The string "road" may appear on lines of the entries below; report how many such lines there are, and only that.
-------------------------
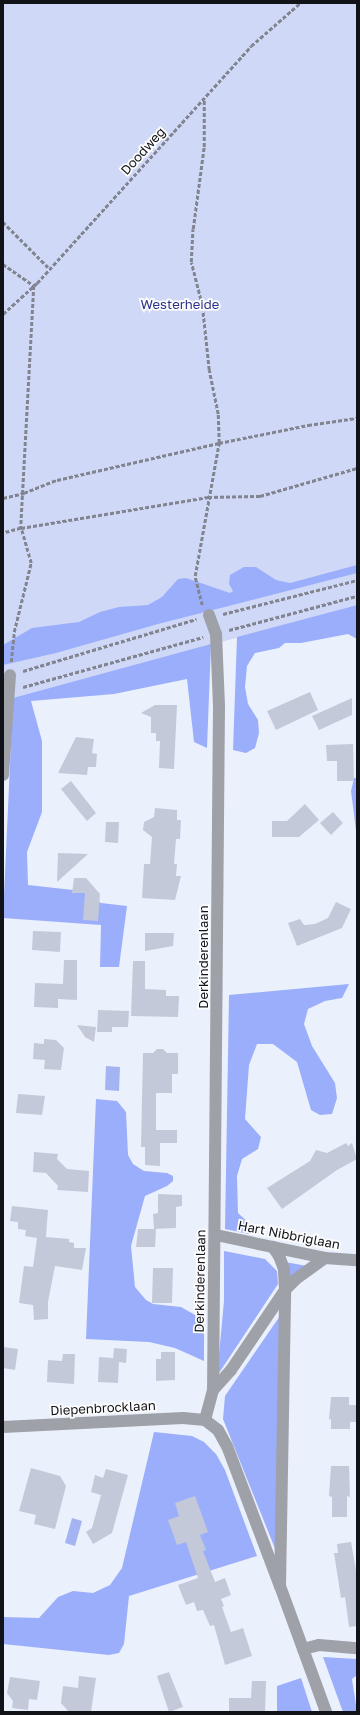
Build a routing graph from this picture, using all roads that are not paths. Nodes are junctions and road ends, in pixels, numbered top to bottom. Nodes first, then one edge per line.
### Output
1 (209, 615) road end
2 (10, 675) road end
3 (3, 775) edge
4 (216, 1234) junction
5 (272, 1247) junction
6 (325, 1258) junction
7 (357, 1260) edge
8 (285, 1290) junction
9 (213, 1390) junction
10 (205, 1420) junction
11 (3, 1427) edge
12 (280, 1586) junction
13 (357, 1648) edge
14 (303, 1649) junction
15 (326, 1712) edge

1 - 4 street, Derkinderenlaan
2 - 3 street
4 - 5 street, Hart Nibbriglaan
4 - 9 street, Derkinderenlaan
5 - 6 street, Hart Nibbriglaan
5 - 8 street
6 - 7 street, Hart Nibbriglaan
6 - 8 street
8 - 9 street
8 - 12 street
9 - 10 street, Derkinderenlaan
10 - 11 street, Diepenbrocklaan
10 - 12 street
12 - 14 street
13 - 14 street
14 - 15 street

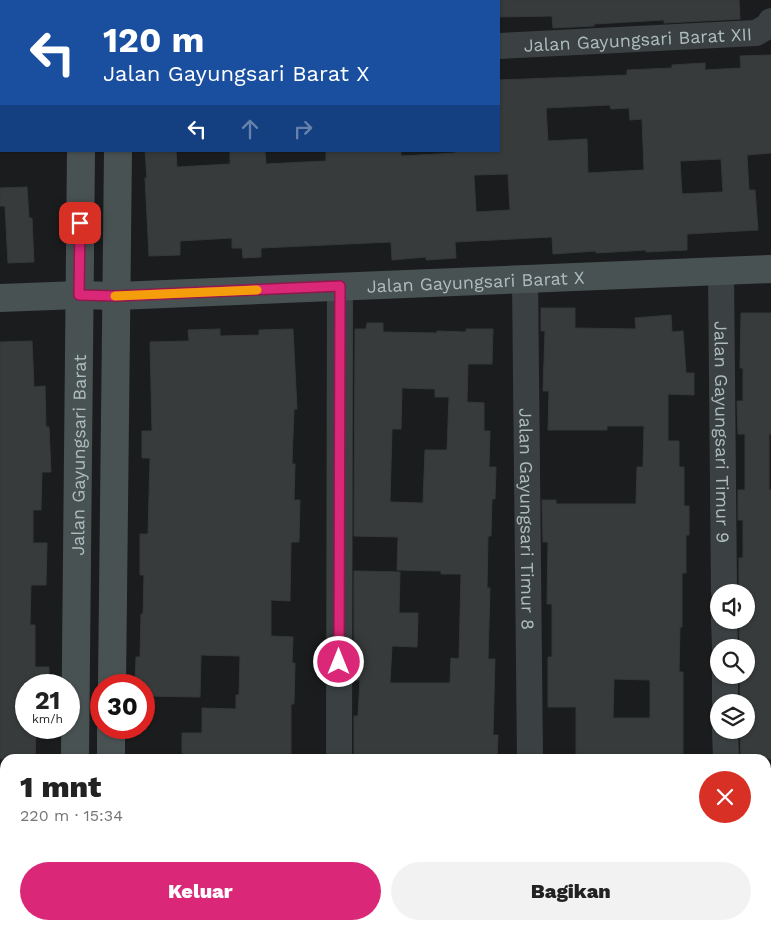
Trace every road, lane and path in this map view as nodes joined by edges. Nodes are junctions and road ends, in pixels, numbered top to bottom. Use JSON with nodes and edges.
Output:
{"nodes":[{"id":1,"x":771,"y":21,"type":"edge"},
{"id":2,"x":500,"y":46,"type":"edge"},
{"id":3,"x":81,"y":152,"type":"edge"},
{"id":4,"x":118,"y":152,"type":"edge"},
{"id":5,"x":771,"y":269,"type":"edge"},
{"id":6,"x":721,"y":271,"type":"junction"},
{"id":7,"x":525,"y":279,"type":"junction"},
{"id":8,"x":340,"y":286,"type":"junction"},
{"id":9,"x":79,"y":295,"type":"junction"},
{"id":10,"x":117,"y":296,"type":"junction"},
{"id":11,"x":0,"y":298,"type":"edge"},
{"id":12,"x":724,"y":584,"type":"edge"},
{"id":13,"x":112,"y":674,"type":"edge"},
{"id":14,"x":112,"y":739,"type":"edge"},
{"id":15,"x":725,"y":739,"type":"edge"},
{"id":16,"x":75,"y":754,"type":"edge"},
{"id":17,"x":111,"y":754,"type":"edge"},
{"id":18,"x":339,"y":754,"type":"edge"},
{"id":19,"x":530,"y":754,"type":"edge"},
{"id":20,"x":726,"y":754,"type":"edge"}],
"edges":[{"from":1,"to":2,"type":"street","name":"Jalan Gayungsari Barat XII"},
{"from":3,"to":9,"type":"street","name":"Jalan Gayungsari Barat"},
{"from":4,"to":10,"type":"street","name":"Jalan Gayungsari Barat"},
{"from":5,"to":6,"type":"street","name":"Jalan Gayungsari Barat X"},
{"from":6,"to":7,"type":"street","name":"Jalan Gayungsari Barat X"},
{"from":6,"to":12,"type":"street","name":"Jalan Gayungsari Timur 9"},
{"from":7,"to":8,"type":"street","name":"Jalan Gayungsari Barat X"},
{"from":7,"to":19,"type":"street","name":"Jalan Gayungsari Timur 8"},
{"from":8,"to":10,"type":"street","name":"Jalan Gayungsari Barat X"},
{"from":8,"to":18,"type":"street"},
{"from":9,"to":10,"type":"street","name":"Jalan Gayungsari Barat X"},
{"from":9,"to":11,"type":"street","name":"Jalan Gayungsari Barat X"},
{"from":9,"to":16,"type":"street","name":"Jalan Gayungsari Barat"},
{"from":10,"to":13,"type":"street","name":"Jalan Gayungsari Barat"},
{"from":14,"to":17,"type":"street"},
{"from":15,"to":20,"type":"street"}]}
-------------------------
Output of the exercise: 4